This piece ran in the Miami Herald on May 2, 2018
Starbucks’ response to last week’s debacle at its store in Philadelphia was swift and strong. Closing 8,000 stores for a half day of sensitivity training is a good public relations gesture that could change some of its employees’ attitudes toward black customers.
But there’s something else the company could do that would be much more impactful, and just might be the first step toward adding a powerful new weapon to the arsenal of black Americans’ struggle for equality in America.
What Starbucks could do is the thing it does best—make money by building and operating coffee shops.
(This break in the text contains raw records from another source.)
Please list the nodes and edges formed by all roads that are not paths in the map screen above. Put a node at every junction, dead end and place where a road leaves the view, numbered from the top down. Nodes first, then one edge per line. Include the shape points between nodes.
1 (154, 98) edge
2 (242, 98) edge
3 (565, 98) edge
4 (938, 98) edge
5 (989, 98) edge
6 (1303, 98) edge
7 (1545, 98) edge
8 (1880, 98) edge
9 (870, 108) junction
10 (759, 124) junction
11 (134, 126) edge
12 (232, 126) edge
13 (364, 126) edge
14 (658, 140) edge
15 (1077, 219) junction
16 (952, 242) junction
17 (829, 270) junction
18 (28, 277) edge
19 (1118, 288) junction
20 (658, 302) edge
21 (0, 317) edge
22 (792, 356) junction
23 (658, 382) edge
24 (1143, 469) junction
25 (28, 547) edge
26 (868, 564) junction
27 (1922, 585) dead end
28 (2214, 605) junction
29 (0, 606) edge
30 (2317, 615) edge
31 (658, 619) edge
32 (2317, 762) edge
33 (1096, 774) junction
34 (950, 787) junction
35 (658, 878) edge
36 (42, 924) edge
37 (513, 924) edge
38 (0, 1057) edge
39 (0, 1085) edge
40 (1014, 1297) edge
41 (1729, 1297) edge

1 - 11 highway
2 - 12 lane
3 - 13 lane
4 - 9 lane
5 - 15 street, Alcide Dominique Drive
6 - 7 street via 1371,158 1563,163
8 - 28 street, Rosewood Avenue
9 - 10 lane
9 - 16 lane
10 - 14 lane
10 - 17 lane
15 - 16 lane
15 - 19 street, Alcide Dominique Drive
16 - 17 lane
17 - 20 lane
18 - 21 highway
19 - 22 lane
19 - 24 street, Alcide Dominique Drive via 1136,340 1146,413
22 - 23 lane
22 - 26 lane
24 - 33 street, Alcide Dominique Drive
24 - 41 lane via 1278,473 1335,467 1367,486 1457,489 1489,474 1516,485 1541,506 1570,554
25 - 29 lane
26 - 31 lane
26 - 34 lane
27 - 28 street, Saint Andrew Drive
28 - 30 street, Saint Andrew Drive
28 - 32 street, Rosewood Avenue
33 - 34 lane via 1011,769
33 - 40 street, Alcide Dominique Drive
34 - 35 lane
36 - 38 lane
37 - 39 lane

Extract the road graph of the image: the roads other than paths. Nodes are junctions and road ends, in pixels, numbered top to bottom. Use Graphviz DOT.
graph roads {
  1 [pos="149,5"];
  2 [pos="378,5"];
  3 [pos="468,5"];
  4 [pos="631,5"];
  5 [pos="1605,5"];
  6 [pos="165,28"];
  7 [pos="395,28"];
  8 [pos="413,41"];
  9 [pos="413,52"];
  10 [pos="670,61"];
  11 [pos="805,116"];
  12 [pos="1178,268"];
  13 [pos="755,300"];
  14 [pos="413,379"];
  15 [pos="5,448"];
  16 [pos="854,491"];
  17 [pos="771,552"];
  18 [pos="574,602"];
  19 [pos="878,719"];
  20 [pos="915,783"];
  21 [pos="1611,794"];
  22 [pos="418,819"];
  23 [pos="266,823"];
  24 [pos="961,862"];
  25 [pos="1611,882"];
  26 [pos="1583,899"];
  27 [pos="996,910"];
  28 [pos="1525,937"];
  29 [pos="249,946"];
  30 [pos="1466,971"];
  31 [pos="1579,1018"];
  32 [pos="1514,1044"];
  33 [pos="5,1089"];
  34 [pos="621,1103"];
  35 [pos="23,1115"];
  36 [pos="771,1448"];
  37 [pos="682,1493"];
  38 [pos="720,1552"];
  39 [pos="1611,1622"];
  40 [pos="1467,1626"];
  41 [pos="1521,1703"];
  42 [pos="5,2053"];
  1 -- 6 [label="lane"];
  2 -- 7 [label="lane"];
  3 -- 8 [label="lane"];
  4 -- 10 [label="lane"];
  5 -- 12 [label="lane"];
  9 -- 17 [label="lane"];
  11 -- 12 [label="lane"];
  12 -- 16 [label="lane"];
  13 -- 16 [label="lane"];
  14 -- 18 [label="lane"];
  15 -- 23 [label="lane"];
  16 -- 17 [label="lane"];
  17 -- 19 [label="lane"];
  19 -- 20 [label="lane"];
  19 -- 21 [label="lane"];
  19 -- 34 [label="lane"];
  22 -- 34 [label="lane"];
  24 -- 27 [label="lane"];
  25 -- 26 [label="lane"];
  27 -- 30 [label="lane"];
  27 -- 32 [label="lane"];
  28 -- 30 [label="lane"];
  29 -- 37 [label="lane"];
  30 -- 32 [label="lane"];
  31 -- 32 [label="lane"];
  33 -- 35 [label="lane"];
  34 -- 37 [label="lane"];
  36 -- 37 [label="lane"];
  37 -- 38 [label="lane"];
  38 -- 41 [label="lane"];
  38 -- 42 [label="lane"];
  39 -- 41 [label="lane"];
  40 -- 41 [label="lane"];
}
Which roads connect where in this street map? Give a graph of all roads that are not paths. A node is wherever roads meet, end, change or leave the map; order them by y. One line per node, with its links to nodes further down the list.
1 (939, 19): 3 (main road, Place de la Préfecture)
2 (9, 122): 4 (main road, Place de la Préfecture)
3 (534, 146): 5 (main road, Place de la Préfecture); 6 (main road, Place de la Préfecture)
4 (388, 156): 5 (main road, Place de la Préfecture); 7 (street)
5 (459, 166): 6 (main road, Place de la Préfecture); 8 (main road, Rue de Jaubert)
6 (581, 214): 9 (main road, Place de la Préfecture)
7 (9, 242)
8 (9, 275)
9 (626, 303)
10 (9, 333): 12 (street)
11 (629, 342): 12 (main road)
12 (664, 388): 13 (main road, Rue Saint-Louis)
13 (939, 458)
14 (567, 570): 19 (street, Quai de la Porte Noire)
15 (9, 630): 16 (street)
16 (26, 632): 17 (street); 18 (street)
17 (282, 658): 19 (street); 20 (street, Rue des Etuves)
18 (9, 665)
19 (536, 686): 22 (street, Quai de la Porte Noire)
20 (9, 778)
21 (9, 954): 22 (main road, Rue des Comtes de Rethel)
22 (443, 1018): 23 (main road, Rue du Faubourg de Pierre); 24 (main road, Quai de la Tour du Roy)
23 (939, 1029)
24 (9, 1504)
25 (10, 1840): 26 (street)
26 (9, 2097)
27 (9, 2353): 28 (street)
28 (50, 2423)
But instead of returning the profit from all of its shops to its shareholders, the company could dedicate, in perpetuity, the stream of profit from a small number of Starbucks locations—for the sake of example, let’s say 100 of them—to an organization with a strong track record of successfully addressing one of the critical challenges that face black Americans today.
Doing that would harness the future of the chosen organization—and by extension, its ability to make a real difference in peoples’ lives—to the most powerful force in American life: the free enterprise system.
It may seem wildly counter-intuitive to suggest any kind of linkage between black America and free enterprise capitalism. It’s as if they exist in non-intersecting universes, a black one dedicated to freedom and justice, and a capitalist one preoccupied with money and profits.
But the absence of a meaningful connection between the cause of black Americans and the workings of business is a problem, one that makes it impossible to use industry’s virtually unlimited political and economic power to our advantage. The next step for black Americans is to find a way to align at least some of our key interests with businesses’ unwavering focus on making money.
One way to take that step is a concept called Social Business. Social Business is the brainchild of Muhammad Yunus, the Nobel Prize-winning founder of Grameen Bank and creator of the concept of micro-finance. Yunus defines social businesses as cause-driven enterprises that simultaneously make money and solve social problems. His favorite example is Grameen Danone Co., a joint venture between Grameen Bank and Groupe Danone, the French multinational corporation that produces Dannon Yogurt and other dairy-based products.
The problem Yunus set out to solve when he began to work with Groupe Danone in 2007 is the malnourishment of children in Bangladesh. The company they created is a for-profit venture. It produces a product—a fortified sweet yogurt—that children like, and that provides much-needed nutrition. It covers all of its costs, and makes a profit at the end of each year. The key difference between Grameen Danone Co. and Dannon’s traditional business is that the profit Grameen Danone creates is not returned to the company’s shareholders. Instead, it is re-invested in the company’s mission—reducing the malnourishment of poor children in Bangladesh.
Social business is an idea that’s working in the developing world. And it can work here as well. The path Muhammad Yunus has blazed is available to other entrepreneurs looking for ways to leverage the power of free enterprise for the benefit of black Americans:
- Identify a problem;
- Create a plan for a business whose products or services address the problem in a meaningful way;
- Find investors who will be satisfied with getting their money back and foregoing any additional return on their capital;
- Run your business, make a profit, pay back your investors, and invest any additional profit in expanding your ability to solve the problem your business was created around.
Starbucks is not a social business. But like Groupe Danone, it could create a social business subsidiary. If it put 100 Starbucks stores into that subsidiary, the subsidiary would generate, by my estimate, more than $27 million per year in after-tax income. That’s enough money to fund an organization that has shown it can make a meaningful contribution to educating black children, reducing housing segregation, addressing health care disparities, or addressing one of the other major ills that affect black Americans.
And that would have a much more long-lasting and powerful impact than a half day of sensitivity training.